Supergo has some great deals on Northwave shoes on their website, but their stores carry NONE of them. Bastadges. I'm particularly interested in the Hydrogen and Mojave shoes.

Thx..Doug


----------



## jl (Feb 23, 2004)

I've owned 3 pairs of Northwaves, and not one single pair lasted a year. One pair was their team race MTB shoe. I have a pair of specialized rockhoppers going on 2 years, and a pair of diadora geckos going on 3 years.

I will never buy a pair of northwaves again. But that is my personal experience, your mileage may vary. BTW, the shoes fit great, and felt great


----------



## ebxtreme (Jan 6, 2004)

*I've owned a pair for a long time....about 5 years on the nose.*

But, I've heard others haven't had the same success as I've had. My pair that I'm wearing right now are from June of '98....no sh!t.

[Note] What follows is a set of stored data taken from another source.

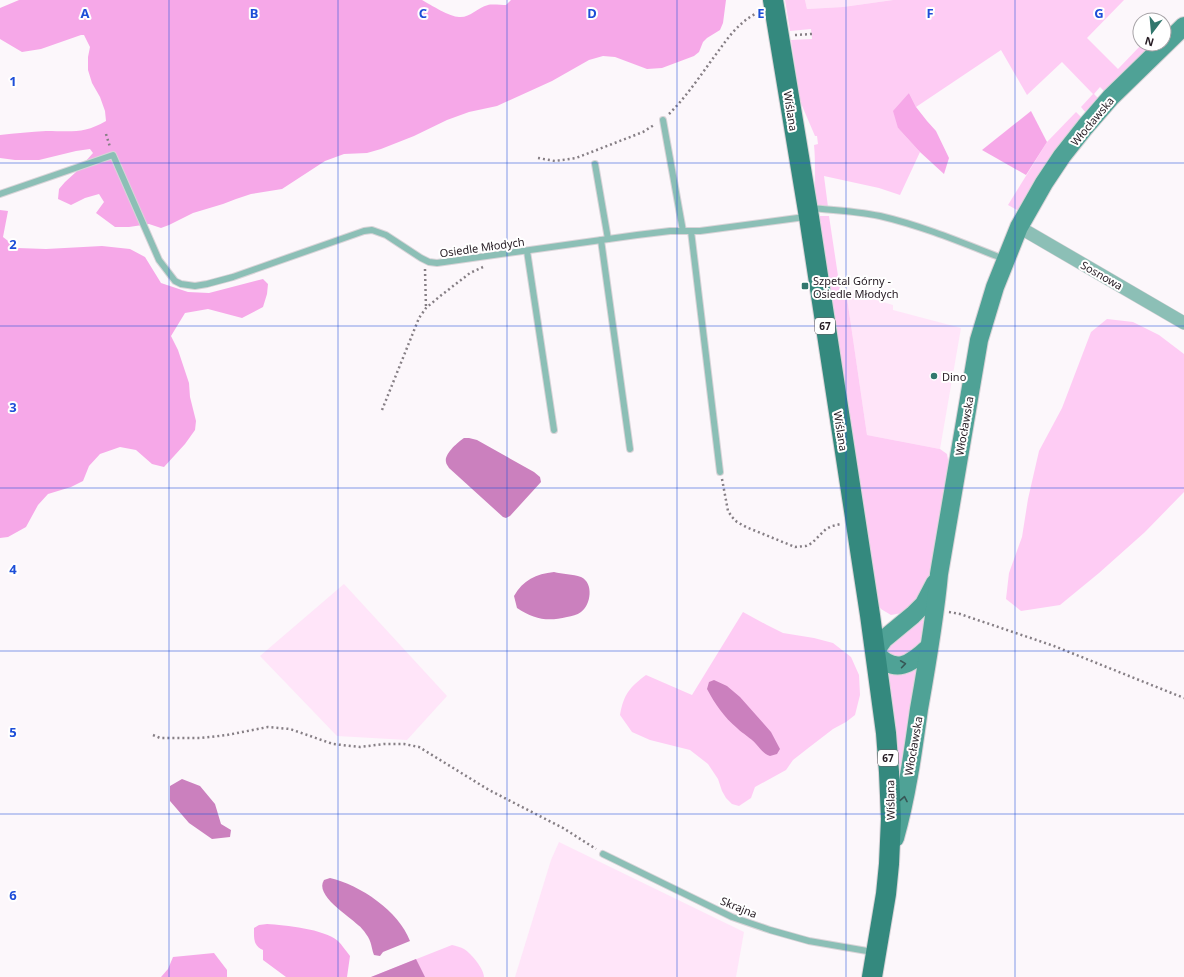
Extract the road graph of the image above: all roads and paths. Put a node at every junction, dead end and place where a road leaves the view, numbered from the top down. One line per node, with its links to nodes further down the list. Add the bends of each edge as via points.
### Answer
1 (773, 2): 3 (path, via 749,17 732,32 688,93); 9 (main road, Wiślana / 67)
2 (1184, 26): 10 (main road, Włocławska, via 1111,97 1085,127 1044,183)
3 (663, 120): 6 (path, via 643,132 576,158 555,161); 11 (lane)
4 (106, 134): 5 (path)
5 (113, 155): 8 (lane); 16 (lane, Osiedle Młodych, via 159,260 174,281 181,284 195,286 233,277 372,230 386,235)
6 (538, 158)
7 (596, 164): 13 (lane)
8 (0, 194)
9 (808, 212): 12 (lane, Osiedle Młodych); 15 (lane, Osiedle Młodych, via 845,211 878,216 906,223); 24 (main road, Wiślana / 67)
10 (1019, 227): 15 (main road, Włocławska); 19 (street, Sosnowa)
11 (683, 230): 12 (lane, Osiedle Młodych); 13 (lane, Osiedle Młodych)
12 (691, 231): 23 (lane)
13 (604, 240): 14 (lane, Osiedle Młodych); 22 (lane)
14 (526, 251): 16 (lane, Osiedle Młodych); 21 (lane)
15 (1006, 260): 25 (main road, Włocławska, via 979,340)
16 (429, 262): 18 (path, via 425,274)
17 (483, 267): 18 (path)
18 (426, 308): 20 (path, via 419,318)
19 (1184, 323)
20 (382, 410)
21 (554, 430)
22 (630, 449)
23 (720, 472): 24 (path, via 728,511 737,522 746,527 800,547 812,543 832,526)
24 (855, 525): 27 (main road, Wiślana / 67)
25 (939, 574): 26 (main road, Włocławska); 28 (main road, via 924,604)
26 (936, 609): 29 (main road, Włocławska); 31 (path, via 960,614 1054,646)
27 (870, 615): 28 (main road); 30 (main road, Wiślana / 67)
28 (902, 624): 30 (main road, via 884,639)
29 (929, 647): 30 (main road, one-way to 29, via 884,661 902,666 914,661); 34 (main road, Włocławska, one-way to 29, via 901,816)
30 (875, 652): 34 (main road, Wiślana / 67, via 889,772 891,819)
31 (1184, 698)
32 (153, 735): 33 (path, via 160,738 201,738 268,727 290,729 333,744 360,747 404,744 419,747 490,790 563,828)
33 (603, 854): 35 (lane, Skrajna, via 732,917 810,941)
34 (888, 864): 35 (main road, 67, via 886,894)
35 (876, 953): 36 (main road, 67)
36 (872, 977)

Granted, they are totally falling apart now so I'm also in the market for new shoes, but I ride 2 days a week (almost the entire year) and they've seen serious abuse. FWIW, I have a friend that owns a pair that are almost as old as mine. I wonder if they changed their manufacturing or something over the past few years?? Maybe I just got really lucky. Who knows.

I also own Northwave Snowboard boots and I can tell you they're the shizzle for snowboarding, but maybe their quality had dropped off in the bike shoes?

EB


----------



## Trajan (Feb 9, 2004)

I have a pair of Northwave road and mountain bike shoes. I have extremely wide feet and the northwave shoes fit great. Shimano and Specialized shoes are too narrow for me. So far (1 year) everything seems to be OK with the shoes. They are holding up and the soles are in perfect shape. The only negative thing about Northwave shoes is that they are UGLY.


----------



## uribt (Apr 11, 2004)

I agree. Northwave shoes are ugly.
Anyway, my pair is in use for almost 2 years now and in good shape - It's a funny-looking hard sole pair of shoes and it's practically useless if you plan to do any walking, especially on rocky terrain. Other than that i'm very satisfied with these, durability is definitely not an issue.


----------



## 1speed_Mike (Jan 27, 2004)

I've worn lots of shoes over the years: Answer, Shimano, Sidi, Northwave, etc. By far, the worst were my Northwave Team MTBs. You can read my reviews here: http://www.mtbr.com/reviews/Shoes/product_22940.shtml

They pretty much fell apart (sole separated from the shoe on both shoes) after very little use. The CDN distributor for NW was a real pain-in-the-ass and I had to fight tooth-n-nail to get a new pair of shoes. Also, my Northwave Carbon road shoes are having a similar sole separation issue. I will never, ever wear NWs again. Ya, they look nice, but that's about all.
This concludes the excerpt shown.